Every record below should be repeated exactly. Omit the pictures.

* SUPPLIED RECORDS:
══════════════════════════════
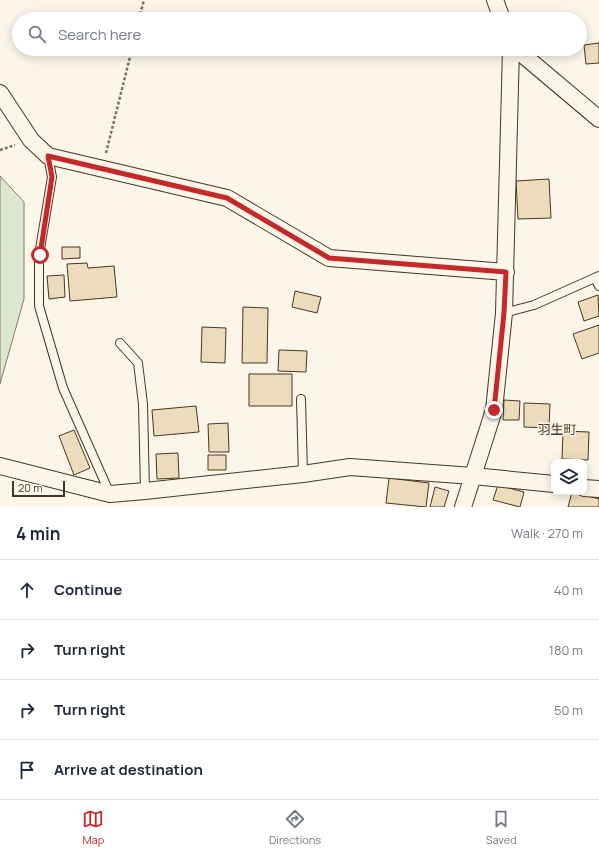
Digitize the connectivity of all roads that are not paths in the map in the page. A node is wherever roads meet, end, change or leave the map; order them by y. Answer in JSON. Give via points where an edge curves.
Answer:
{"nodes":[{"id":1,"x":495,"y":0,"type":"edge"},
{"id":2,"x":499,"y":12,"type":"edge"},
{"id":3,"x":511,"y":56,"type":"edge"},
{"id":4,"x":524,"y":56,"type":"edge"},
{"id":5,"x":0,"y":93,"type":"edge"},
{"id":6,"x":599,"y":119,"type":"edge"},
{"id":7,"x":48,"y":156,"type":"junction"},
{"id":8,"x":506,"y":272,"type":"junction"},
{"id":9,"x":598,"y":280,"type":"edge"},
{"id":10,"x":504,"y":313,"type":"junction"},
{"id":11,"x":120,"y":343,"type":"dead end"},
{"id":12,"x":301,"y":399,"type":"dead end"},
{"id":13,"x":0,"y":466,"type":"edge"},
{"id":14,"x":303,"y":474,"type":"junction"},
{"id":15,"x":473,"y":476,"type":"junction"},
{"id":16,"x":551,"y":484,"type":"edge"},
{"id":17,"x":587,"y":488,"type":"edge"},
{"id":18,"x":599,"y":489,"type":"edge"},
{"id":19,"x":145,"y":491,"type":"junction"},
{"id":20,"x":109,"y":500,"type":"edge"},
{"id":21,"x":463,"y":507,"type":"edge"}],
"edges":[{"from":1,"to":2,"type":"street"},
{"from":3,"to":8,"type":"street"},
{"from":4,"to":6,"type":"street"},
{"from":5,"to":7,"type":"street","via":[[31,140]]},
{"from":7,"to":8,"type":"street","via":[[227,198],[329,258]]},
{"from":7,"to":20,"type":"lane","via":[[52,177],[40,255],[40,306],[63,388]]},
{"from":8,"to":10,"type":"street"},
{"from":9,"to":10,"type":"lane","via":[[534,305]]},
{"from":10,"to":15,"type":"street","via":[[494,410]]},
{"from":11,"to":19,"type":"lane","via":[[138,363],[143,404]]},
{"from":12,"to":14,"type":"lane"},
{"from":13,"to":20,"type":"street"},
{"from":14,"to":15,"type":"street","via":[[350,467]]},
{"from":14,"to":19,"type":"street"},
{"from":15,"to":16,"type":"street"},
{"from":15,"to":21,"type":"street"},
{"from":17,"to":18,"type":"street"},
{"from":19,"to":20,"type":"street"}]}
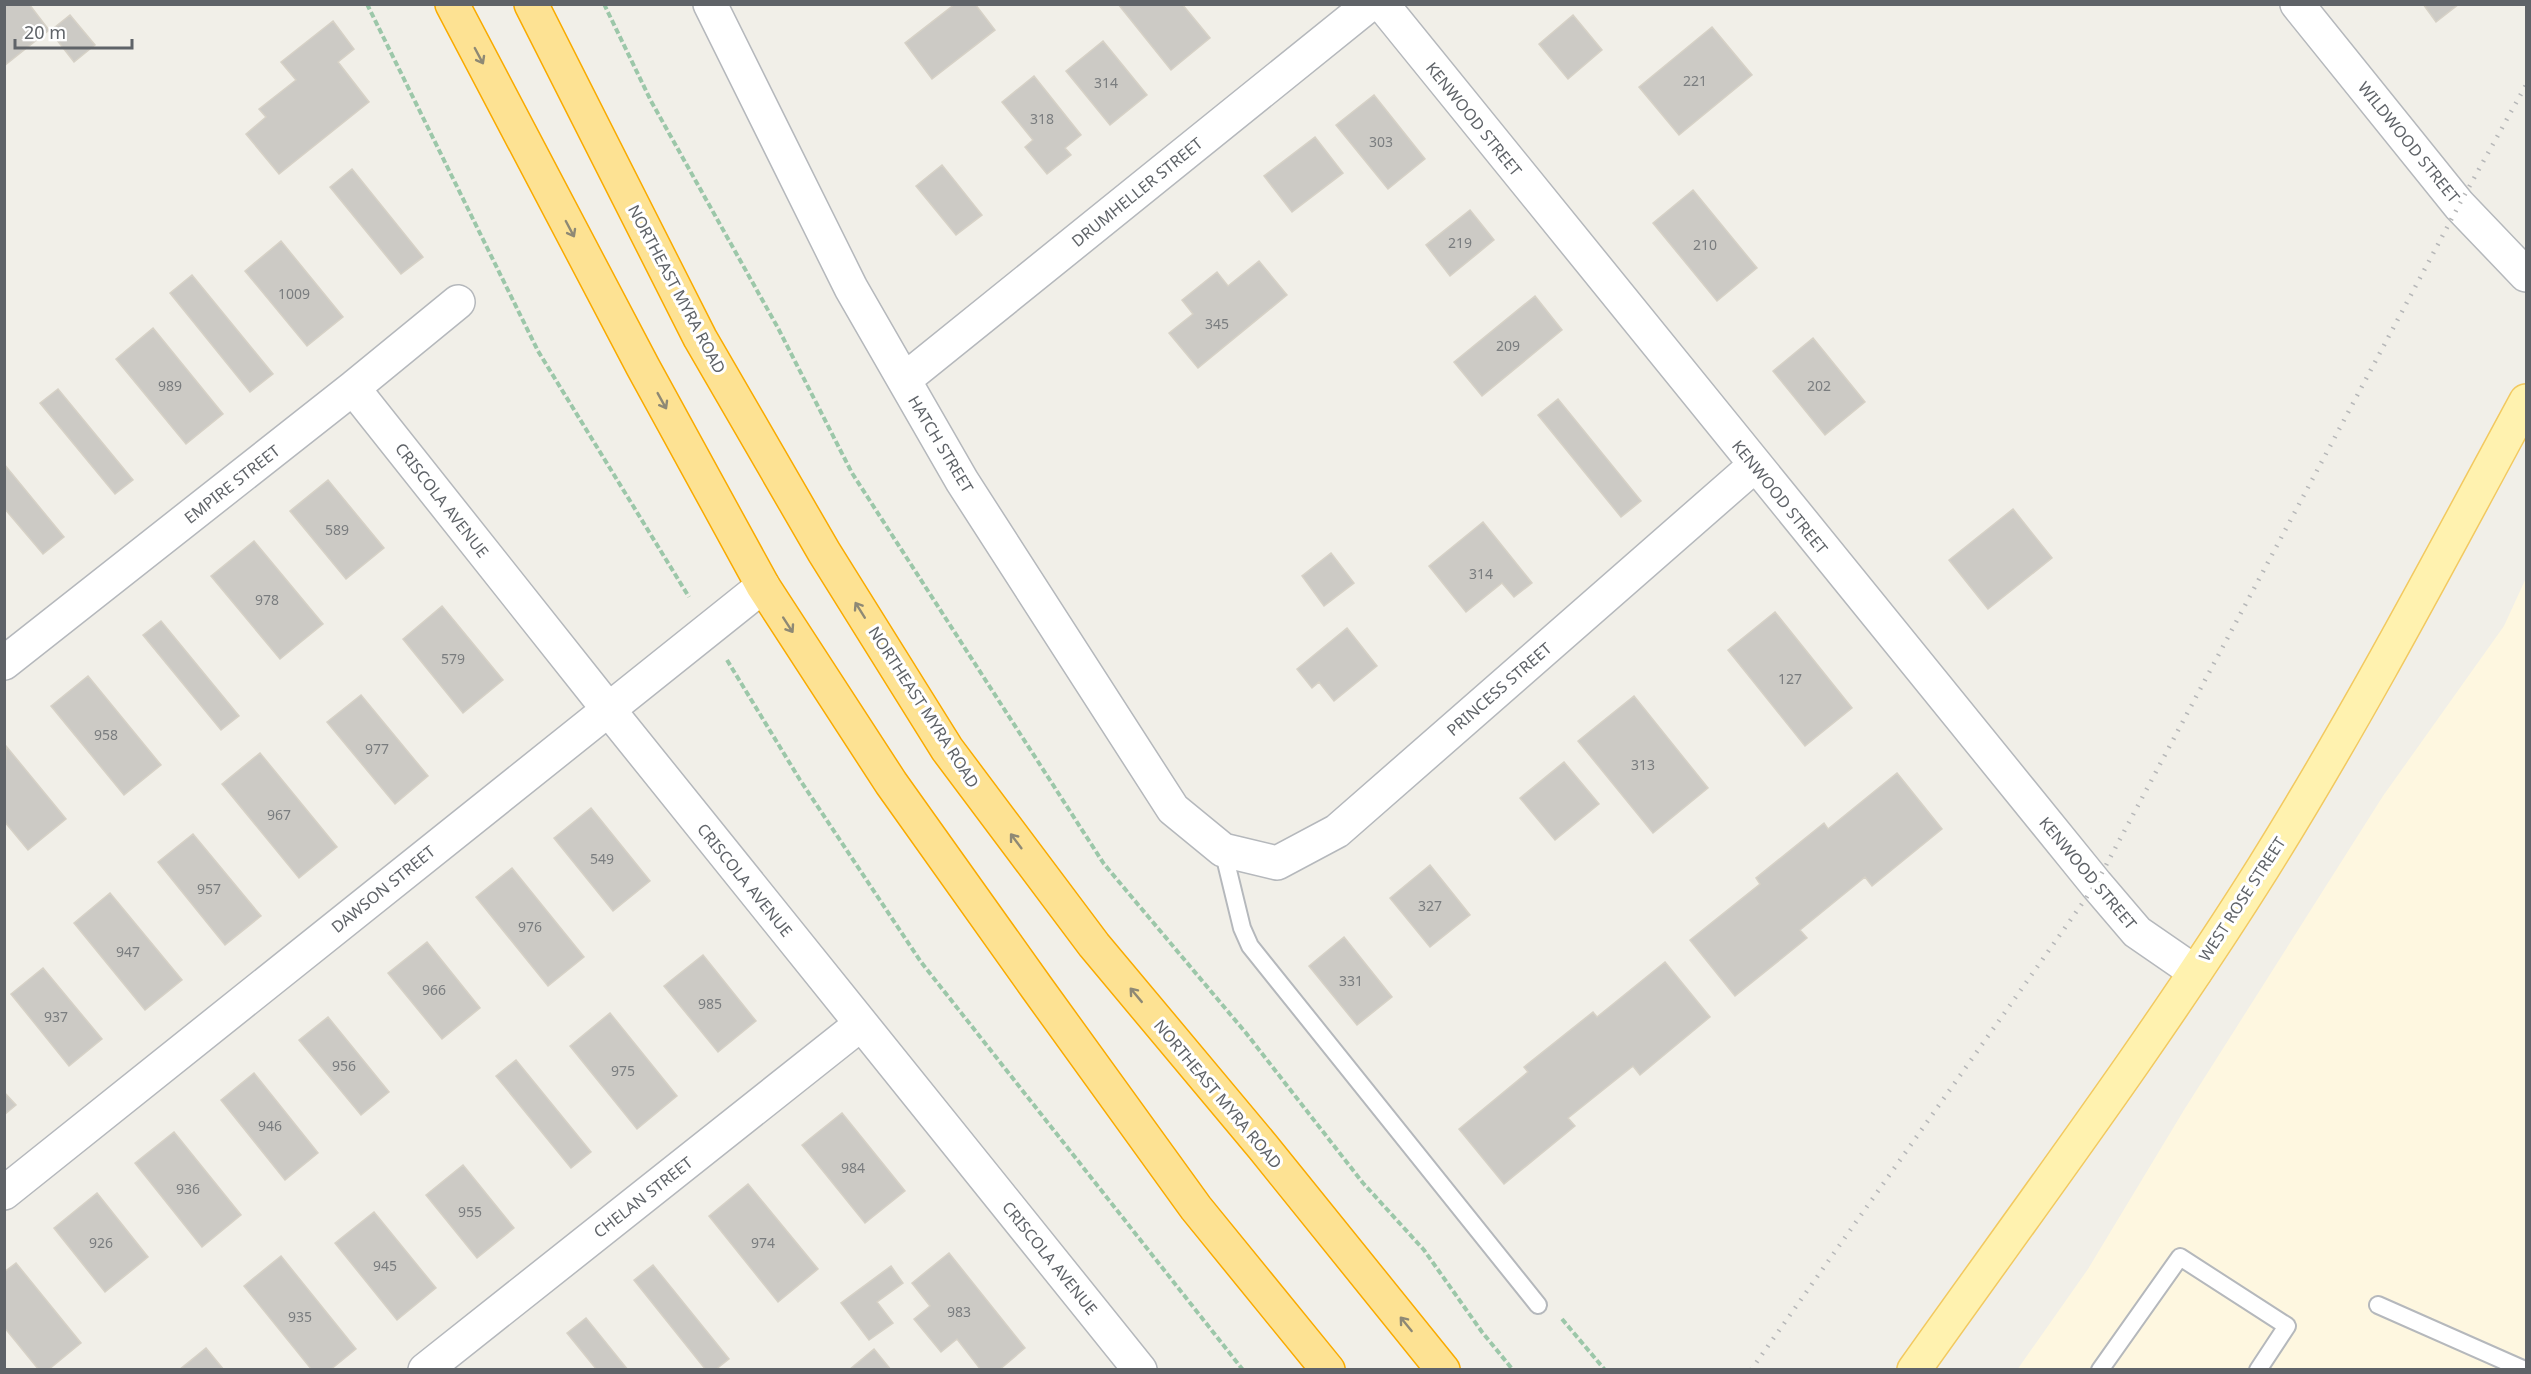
══════════════════════════════
* TASK RESPONSE:
Digitize the connectivity of all roads that are not paths in the map in the page. A node is wherever roads meet, end, change or leave the map; order them by y. Answer in JSON. Give via points where an edge curves.
Answer:
{"nodes":[{"id":1,"x":495,"y":0,"type":"edge"},
{"id":2,"x":499,"y":12,"type":"edge"},
{"id":3,"x":511,"y":56,"type":"edge"},
{"id":4,"x":524,"y":56,"type":"edge"},
{"id":5,"x":0,"y":93,"type":"edge"},
{"id":6,"x":599,"y":119,"type":"edge"},
{"id":7,"x":48,"y":156,"type":"junction"},
{"id":8,"x":506,"y":272,"type":"junction"},
{"id":9,"x":598,"y":280,"type":"edge"},
{"id":10,"x":504,"y":313,"type":"junction"},
{"id":11,"x":120,"y":343,"type":"dead end"},
{"id":12,"x":301,"y":399,"type":"dead end"},
{"id":13,"x":0,"y":466,"type":"edge"},
{"id":14,"x":303,"y":474,"type":"junction"},
{"id":15,"x":473,"y":476,"type":"junction"},
{"id":16,"x":551,"y":484,"type":"edge"},
{"id":17,"x":587,"y":488,"type":"edge"},
{"id":18,"x":599,"y":489,"type":"edge"},
{"id":19,"x":145,"y":491,"type":"junction"},
{"id":20,"x":109,"y":500,"type":"edge"},
{"id":21,"x":463,"y":507,"type":"edge"}],
"edges":[{"from":1,"to":2,"type":"street"},
{"from":3,"to":8,"type":"street"},
{"from":4,"to":6,"type":"street"},
{"from":5,"to":7,"type":"street","via":[[31,140]]},
{"from":7,"to":8,"type":"street","via":[[227,198],[329,258]]},
{"from":7,"to":20,"type":"lane","via":[[52,177],[40,255],[40,306],[63,388]]},
{"from":8,"to":10,"type":"street"},
{"from":9,"to":10,"type":"lane","via":[[534,305]]},
{"from":10,"to":15,"type":"street","via":[[494,410]]},
{"from":11,"to":19,"type":"lane","via":[[138,363],[143,404]]},
{"from":12,"to":14,"type":"lane"},
{"from":13,"to":20,"type":"street"},
{"from":14,"to":15,"type":"street","via":[[350,467]]},
{"from":14,"to":19,"type":"street"},
{"from":15,"to":16,"type":"street"},
{"from":15,"to":21,"type":"street"},
{"from":17,"to":18,"type":"street"},
{"from":19,"to":20,"type":"street"}]}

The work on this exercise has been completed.